[Stored records]
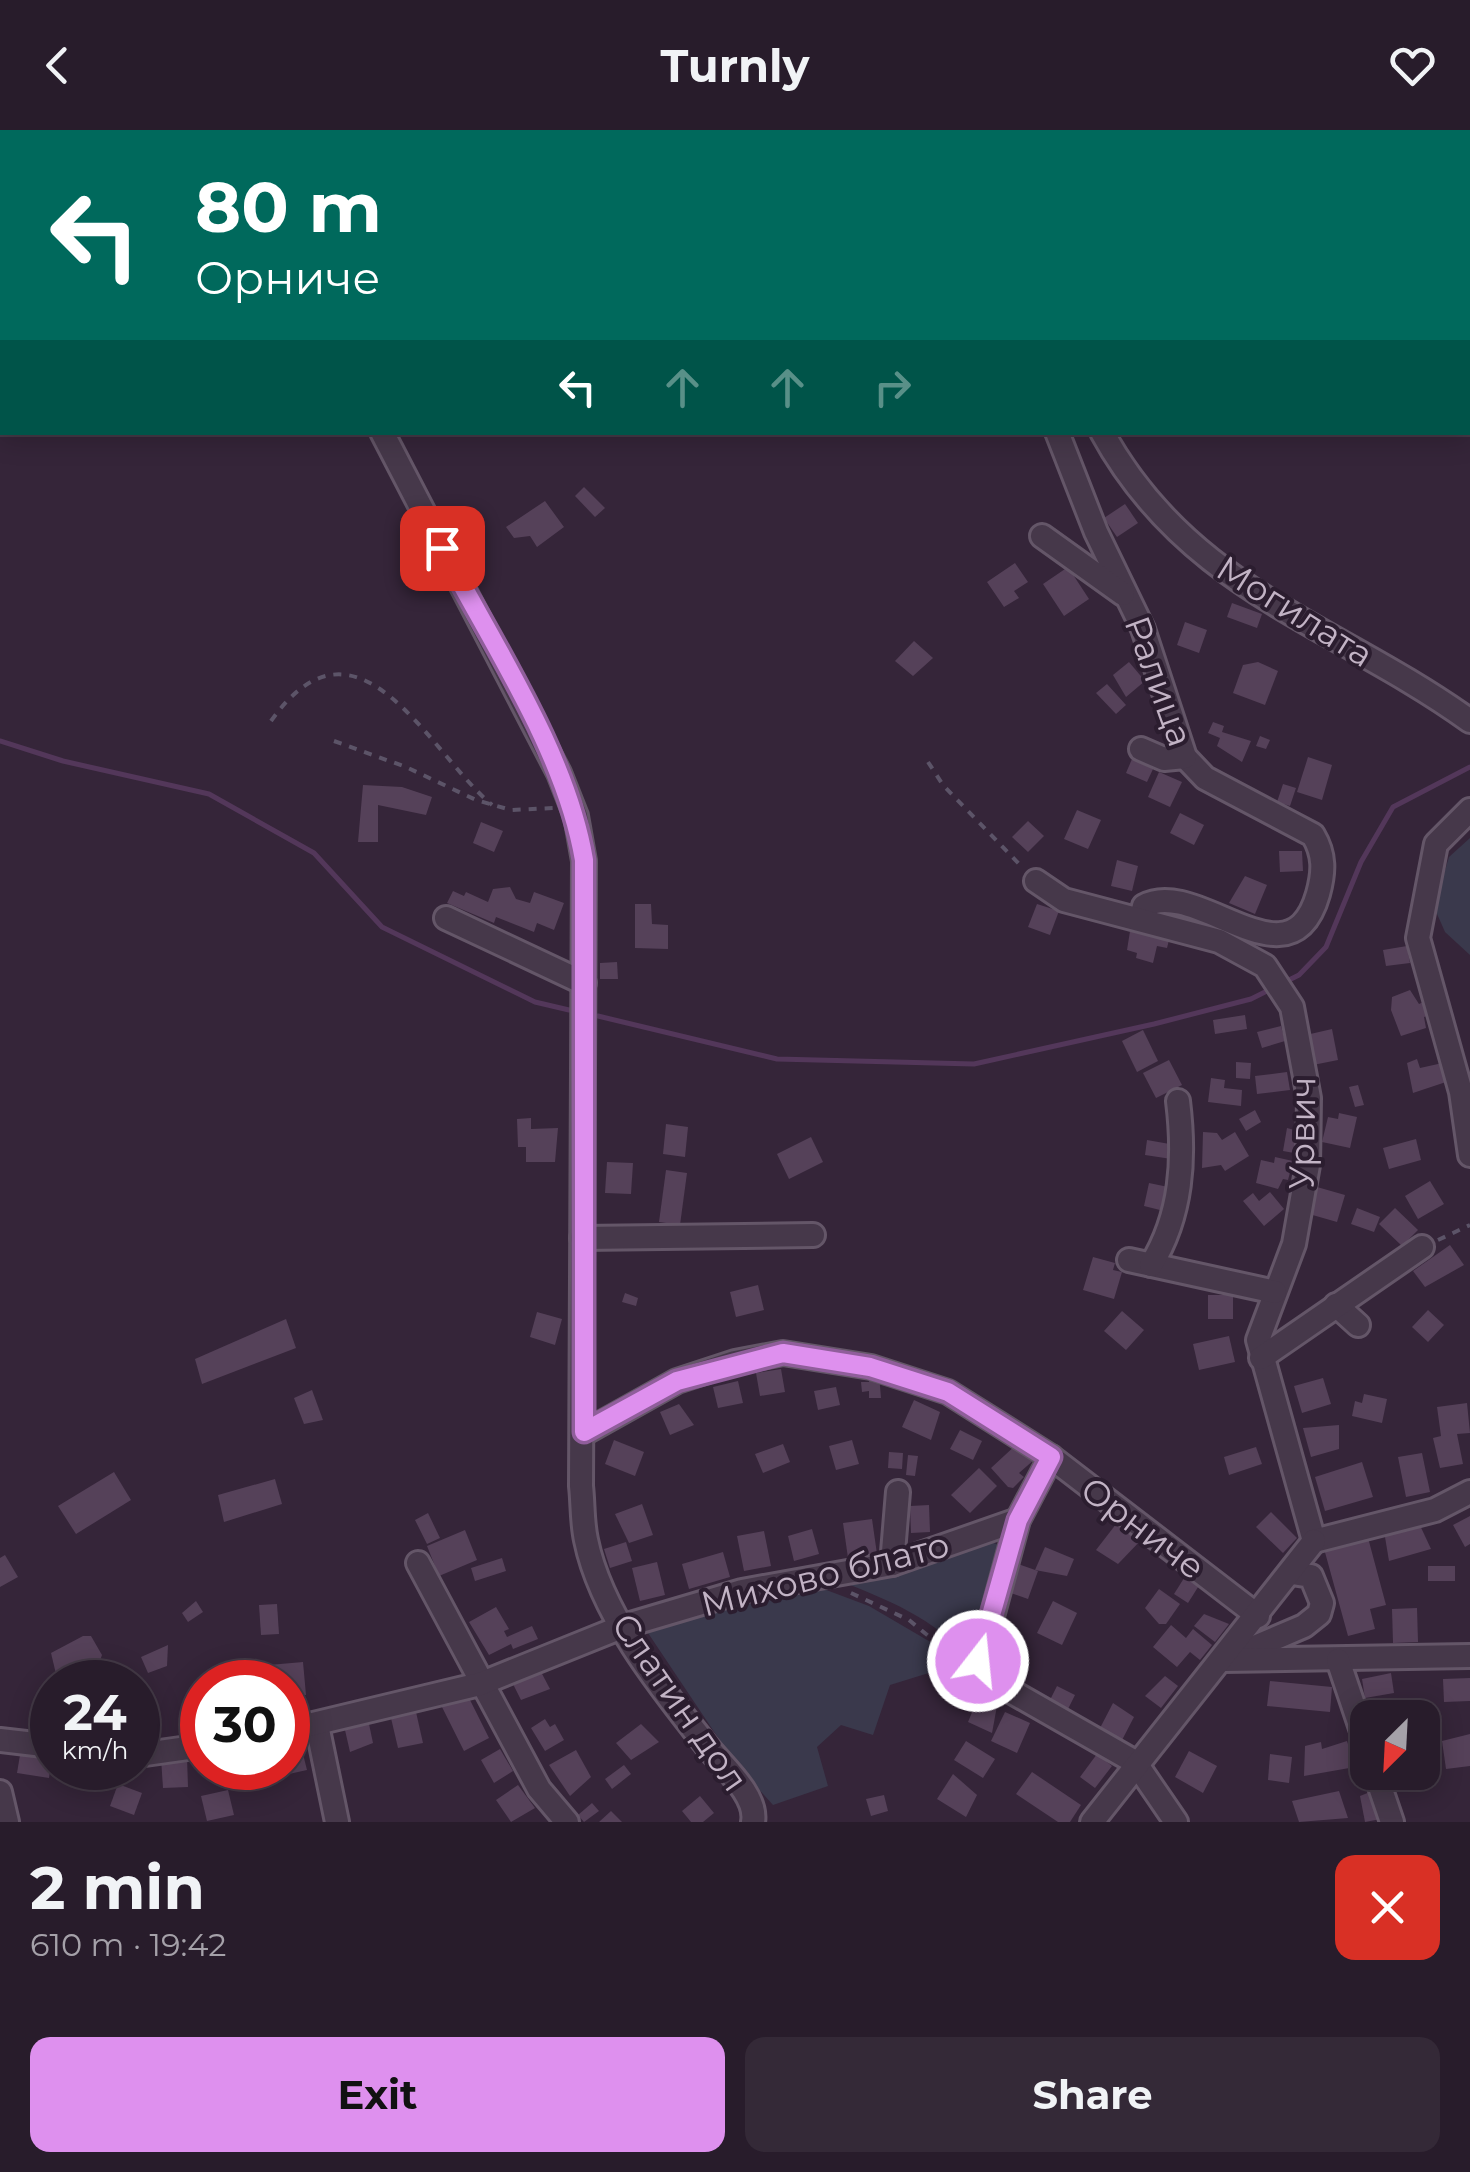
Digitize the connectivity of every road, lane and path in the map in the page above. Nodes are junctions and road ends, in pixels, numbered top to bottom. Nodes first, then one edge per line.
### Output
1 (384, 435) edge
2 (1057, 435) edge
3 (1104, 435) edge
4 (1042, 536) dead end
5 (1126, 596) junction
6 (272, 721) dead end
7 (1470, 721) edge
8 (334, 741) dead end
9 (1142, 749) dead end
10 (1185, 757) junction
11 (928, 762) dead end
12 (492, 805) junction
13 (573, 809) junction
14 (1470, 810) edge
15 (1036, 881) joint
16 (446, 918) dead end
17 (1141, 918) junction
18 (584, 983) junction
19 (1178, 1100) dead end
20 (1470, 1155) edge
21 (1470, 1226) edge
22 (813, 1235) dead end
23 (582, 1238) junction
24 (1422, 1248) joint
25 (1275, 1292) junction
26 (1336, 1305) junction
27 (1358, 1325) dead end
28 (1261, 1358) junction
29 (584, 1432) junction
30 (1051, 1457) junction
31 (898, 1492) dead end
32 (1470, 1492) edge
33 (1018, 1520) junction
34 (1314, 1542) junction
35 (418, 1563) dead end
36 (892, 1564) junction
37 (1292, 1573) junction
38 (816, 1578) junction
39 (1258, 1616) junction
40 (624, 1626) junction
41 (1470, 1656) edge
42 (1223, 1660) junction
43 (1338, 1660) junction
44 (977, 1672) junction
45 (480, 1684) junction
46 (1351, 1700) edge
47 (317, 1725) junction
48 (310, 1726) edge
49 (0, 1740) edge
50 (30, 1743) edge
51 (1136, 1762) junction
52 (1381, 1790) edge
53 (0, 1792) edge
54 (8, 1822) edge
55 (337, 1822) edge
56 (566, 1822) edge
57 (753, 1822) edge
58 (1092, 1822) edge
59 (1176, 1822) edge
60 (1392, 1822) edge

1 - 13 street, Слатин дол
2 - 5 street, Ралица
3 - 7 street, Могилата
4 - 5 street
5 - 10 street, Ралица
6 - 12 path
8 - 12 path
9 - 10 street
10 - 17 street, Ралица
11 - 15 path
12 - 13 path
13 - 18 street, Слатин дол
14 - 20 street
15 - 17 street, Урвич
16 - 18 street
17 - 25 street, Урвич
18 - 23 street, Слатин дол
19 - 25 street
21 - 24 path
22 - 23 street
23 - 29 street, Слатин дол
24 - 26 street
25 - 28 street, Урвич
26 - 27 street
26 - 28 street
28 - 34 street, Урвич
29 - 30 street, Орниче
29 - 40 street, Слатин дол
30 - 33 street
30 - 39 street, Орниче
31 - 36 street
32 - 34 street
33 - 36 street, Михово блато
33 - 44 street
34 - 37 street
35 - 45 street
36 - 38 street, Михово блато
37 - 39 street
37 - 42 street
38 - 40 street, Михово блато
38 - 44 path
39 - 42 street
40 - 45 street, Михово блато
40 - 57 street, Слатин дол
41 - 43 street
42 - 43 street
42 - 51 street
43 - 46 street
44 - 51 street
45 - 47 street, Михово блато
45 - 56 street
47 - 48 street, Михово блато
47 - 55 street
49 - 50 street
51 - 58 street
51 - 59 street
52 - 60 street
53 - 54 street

◆ **Prompt**
Line by line, print the records above exactly, skipping each picture.

◆ **Reply**
Digitize the connectivity of every road, lane and path in the map in the page above. Nodes are junctions and road ends, in pixels, numbered top to bottom. Nodes first, then one edge per line.
### Output
1 (384, 435) edge
2 (1057, 435) edge
3 (1104, 435) edge
4 (1042, 536) dead end
5 (1126, 596) junction
6 (272, 721) dead end
7 (1470, 721) edge
8 (334, 741) dead end
9 (1142, 749) dead end
10 (1185, 757) junction
11 (928, 762) dead end
12 (492, 805) junction
13 (573, 809) junction
14 (1470, 810) edge
15 (1036, 881) joint
16 (446, 918) dead end
17 (1141, 918) junction
18 (584, 983) junction
19 (1178, 1100) dead end
20 (1470, 1155) edge
21 (1470, 1226) edge
22 (813, 1235) dead end
23 (582, 1238) junction
24 (1422, 1248) joint
25 (1275, 1292) junction
26 (1336, 1305) junction
27 (1358, 1325) dead end
28 (1261, 1358) junction
29 (584, 1432) junction
30 (1051, 1457) junction
31 (898, 1492) dead end
32 (1470, 1492) edge
33 (1018, 1520) junction
34 (1314, 1542) junction
35 (418, 1563) dead end
36 (892, 1564) junction
37 (1292, 1573) junction
38 (816, 1578) junction
39 (1258, 1616) junction
40 (624, 1626) junction
41 (1470, 1656) edge
42 (1223, 1660) junction
43 (1338, 1660) junction
44 (977, 1672) junction
45 (480, 1684) junction
46 (1351, 1700) edge
47 (317, 1725) junction
48 (310, 1726) edge
49 (0, 1740) edge
50 (30, 1743) edge
51 (1136, 1762) junction
52 (1381, 1790) edge
53 (0, 1792) edge
54 (8, 1822) edge
55 (337, 1822) edge
56 (566, 1822) edge
57 (753, 1822) edge
58 (1092, 1822) edge
59 (1176, 1822) edge
60 (1392, 1822) edge

1 - 13 street, Слатин дол
2 - 5 street, Ралица
3 - 7 street, Могилата
4 - 5 street
5 - 10 street, Ралица
6 - 12 path
8 - 12 path
9 - 10 street
10 - 17 street, Ралица
11 - 15 path
12 - 13 path
13 - 18 street, Слатин дол
14 - 20 street
15 - 17 street, Урвич
16 - 18 street
17 - 25 street, Урвич
18 - 23 street, Слатин дол
19 - 25 street
21 - 24 path
22 - 23 street
23 - 29 street, Слатин дол
24 - 26 street
25 - 28 street, Урвич
26 - 27 street
26 - 28 street
28 - 34 street, Урвич
29 - 30 street, Орниче
29 - 40 street, Слатин дол
30 - 33 street
30 - 39 street, Орниче
31 - 36 street
32 - 34 street
33 - 36 street, Михово блато
33 - 44 street
34 - 37 street
35 - 45 street
36 - 38 street, Михово блато
37 - 39 street
37 - 42 street
38 - 40 street, Михово блато
38 - 44 path
39 - 42 street
40 - 45 street, Михово блато
40 - 57 street, Слатин дол
41 - 43 street
42 - 43 street
42 - 51 street
43 - 46 street
44 - 51 street
45 - 47 street, Михово блато
45 - 56 street
47 - 48 street, Михово блато
47 - 55 street
49 - 50 street
51 - 58 street
51 - 59 street
52 - 60 street
53 - 54 street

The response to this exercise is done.